United States District Court, S.D. New York
Jun 7, 2005
98 Civ. 7123 (JFK) (S.D.N.Y. Jun. 7, 2005)

Opinion

98 Civ. 7123 (JFK).

June 7, 2005


MEMORANDUM ORDER


This case was transferred to this Court upon the passing of the Honorable Milton Pollack on August 13, 2004. On January 21, 2005, the parties appeared for a conference to address several issues. There are five areas of dispute: (1) The proposed settlement between the Receiver and defendants Ng and Rade Management Corp. (collectively "Rade"); (2) disclosure of Plaintiff's personal tax returns and other documents showing Plaintiff's assets; (3) disclosure of sealed reports and fee applications submitted by the Receiver to Judge Pollack; (4) the Receiver's refusal to provide a privilege log to Rade; and (5) the scheduling of the Plaintiff's deposition.

The complete file, including the Receiver's sealed and impounded reports, finally found its way from Judge Pollack's former Chambers to this Court's Chambers during the week of May 16, 2005. The file in hand, the Court now rules as follows:

1. The Proposed Settlement

The Settlement Agreement reads "Subject to the Approval of the Honorable Milton Pollack United States District Judge*," and "*This Agreement is not subject to the approval of any other person or entity." (Ltr. from K. Miller to Court, Dec. 22, 2004, Exh. C at 6). The Receiver claims that the Agreement was effective as of Judge Pollack's passing, and that Rade owes him the agreed-upon $290,000 plus the New York statutory rate of interest from August 17, 2004 to the date of payment. See N.Y. CPLR 5001. Rade contends that the Agreement is not yet effective because it was not so-ordered by Judge Pollack, or any other Judge of this Court standing in his stead. (Miller Ltr. at 4).

Rade's position contraverts the plain language of the Agreement. Other than Judge Pollack, the Agreement was subject to the approval of no other person or entity (a polite way of saying "no other Judge"). Once Judge Pollack passed, the Agreement became effective. The fixing of pre-judgment interest is a more complicated matter, however. There are any number of possible starting dates. The Agreement provided that "Payment will be made . . . within 60 days after all Parties have signed this Agreement." (Miller Ltr., Exh. C at 2). The last signature was that of the Receiver on July 8, 2004. One logical starting point for computation of interest is 60 days after that date (September 6, 2004). Another possibility is 60 days after Judge Pollack's death (October 4, 2004). The Receiver suggests August 17, 2004, "the date RADE first enforced the Settlement Agreement." (Ltr. from A. Tomback to Court, Feb. 1, 2005, at 2). If the Court is going to rule on this issue, it will need to hear more from the parties. For the present, the Court will so-order the Agreement to keep things moving forward. This action has no bearing on the Agreement's actual effective date, or the computation of pre-judgment interest. Of course, the Agreement in no way binds Plaintiff.

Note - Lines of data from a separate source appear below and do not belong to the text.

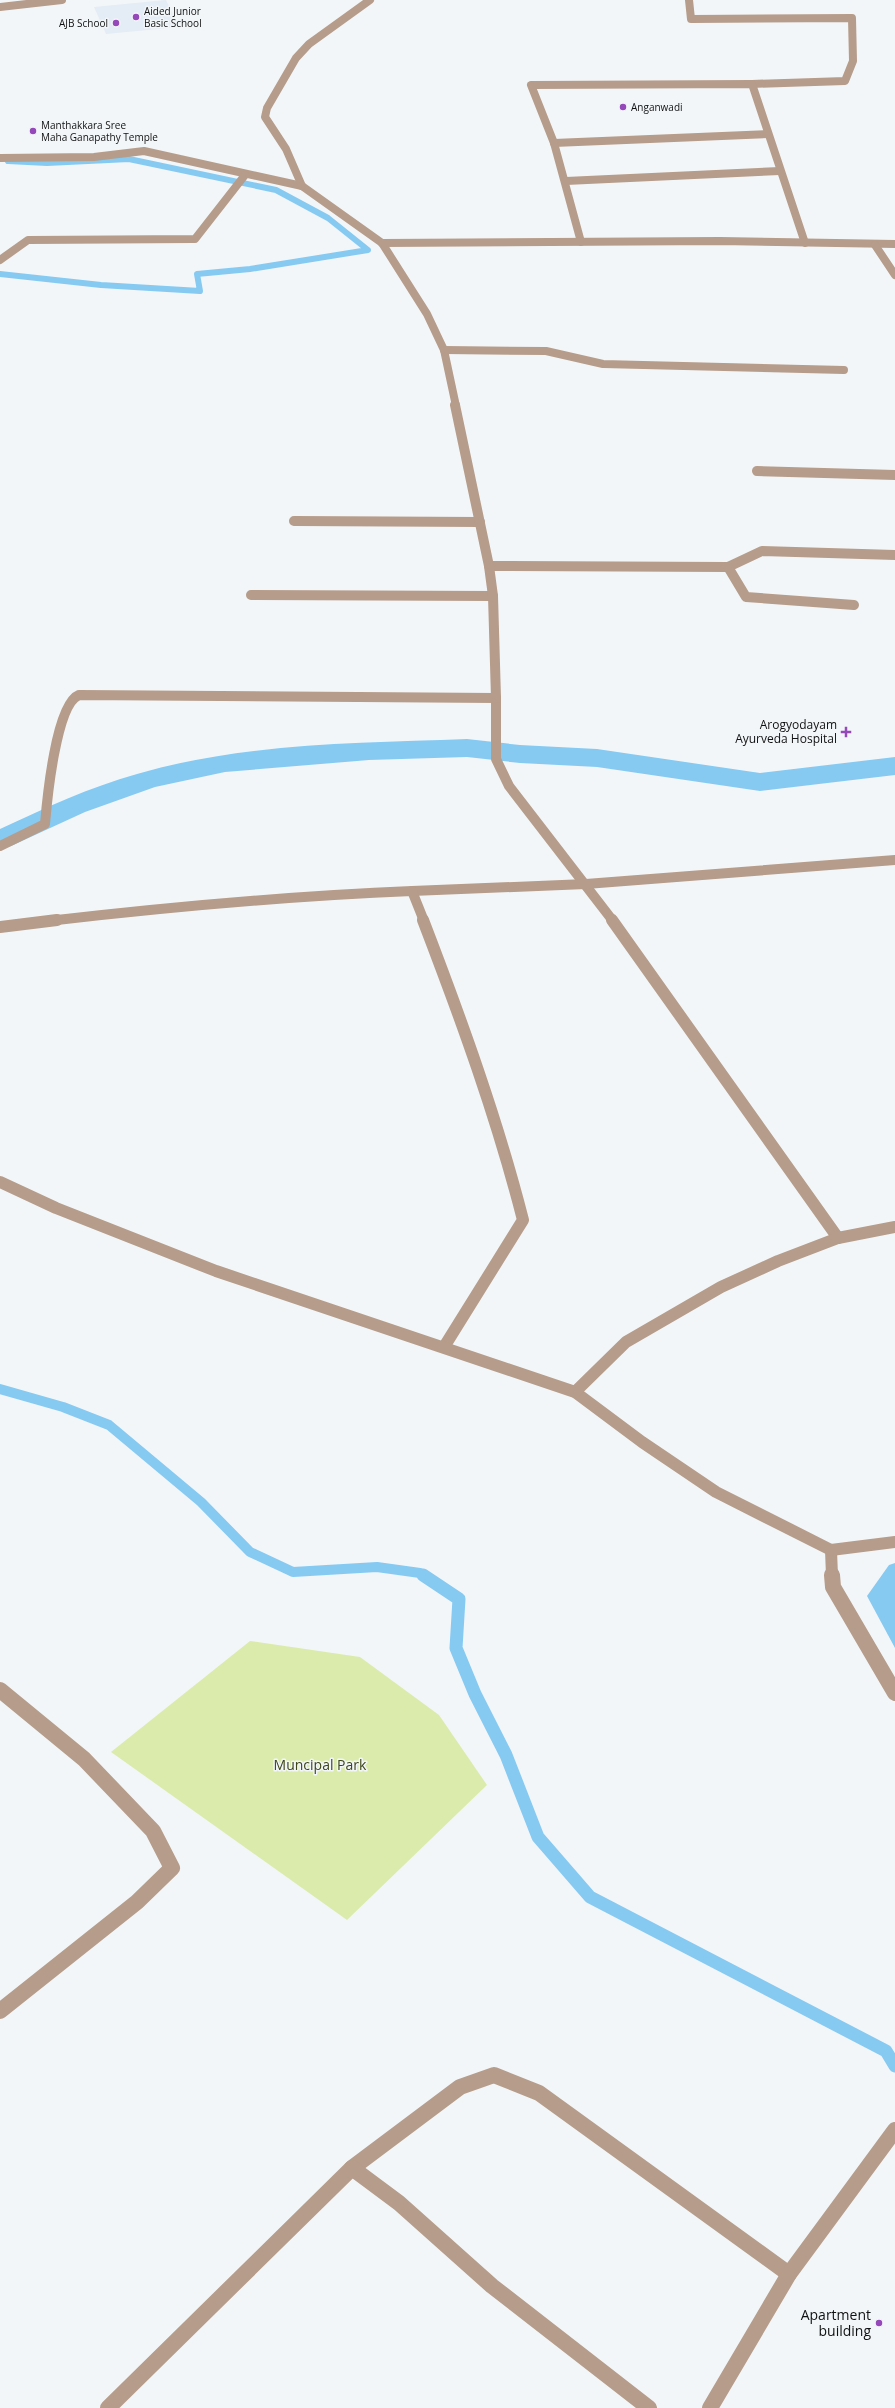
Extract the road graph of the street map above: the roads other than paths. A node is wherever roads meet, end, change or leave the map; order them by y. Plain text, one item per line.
1 (62, 0) edge
2 (370, 0) edge
3 (689, 0) edge
4 (0, 7) edge
5 (752, 84) junction
6 (768, 134) junction
7 (554, 143) junction
8 (0, 158) edge
9 (780, 170) junction
10 (245, 175) junction
11 (566, 181) junction
12 (302, 186) junction
13 (581, 242) junction
14 (382, 243) junction
15 (805, 243) junction
16 (895, 244) edge
17 (875, 245) junction
18 (0, 260) edge
19 (895, 274) edge
20 (444, 350) junction
21 (844, 370) dead end
22 (757, 471) dead end
23 (895, 475) edge
24 (294, 521) dead end
25 (480, 522) junction
26 (895, 555) edge
27 (489, 566) junction
28 (728, 568) junction
29 (251, 595) dead end
30 (493, 596) junction
31 (854, 605) dead end
32 (496, 698) junction
33 (0, 846) edge
34 (895, 860) edge
35 (586, 884) junction
36 (412, 891) junction
37 (0, 927) edge
38 (0, 1182) edge
39 (895, 1227) edge
40 (838, 1238) junction
41 (444, 1347) junction
42 (575, 1392) junction
43 (895, 1542) edge
44 (831, 1550) junction
45 (0, 1690) edge
46 (895, 1693) edge
47 (0, 2011) edge
48 (895, 2130) edge
49 (352, 2168) junction
50 (788, 2274) junction
51 (108, 2408) edge
52 (649, 2408) edge
53 (710, 2408) edge

1 - 4 street
2 - 12 street
3 - 5 street
5 - 6 street
5 - 7 street
6 - 7 street
6 - 9 street
7 - 11 street
8 - 10 street
9 - 11 street
9 - 15 street
10 - 12 street
10 - 18 street
11 - 13 street
12 - 14 street
13 - 14 street
13 - 15 street
14 - 20 street
15 - 17 street
16 - 17 street
17 - 19 street
20 - 21 street
20 - 25 street
22 - 23 street
24 - 25 street
25 - 27 street
26 - 28 street
27 - 28 street
27 - 30 street
28 - 31 street
29 - 30 street
30 - 32 street
32 - 33 street
32 - 35 street
34 - 35 street
35 - 36 street
35 - 40 street
36 - 37 street
36 - 41 street
38 - 41 street
39 - 40 street
40 - 42 street
41 - 42 street
42 - 44 street
43 - 44 street
44 - 46 street
45 - 47 street
48 - 50 street
49 - 50 street
49 - 51 street
49 - 52 street
50 - 53 street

2. Discovery from Plaintiff

Rade demands various documents, including tax returns, relating to Plaintiff's financial sophistication and the source of the invested funds at issue in this case. Rade articulates no compelling reason to set aside the general rule that tax returns are not discoverable. See Cooper v. Hallgarten Co., 34 F.R.D. 482, 484 (S.D.N.Y. 1964) (Weinfeld, J.). On the other hand, Plaintiff's account statements, documents identifying Plaintiff's assets, and documents showing any other of Plaintiff's investments are certainly relevant to the issue of investor sophistication in fraud actions. Plaintiff is thus ordered to produce documents responsive to Defendants' Request for Production ## 23, 24 35, but not #21 (tax returns).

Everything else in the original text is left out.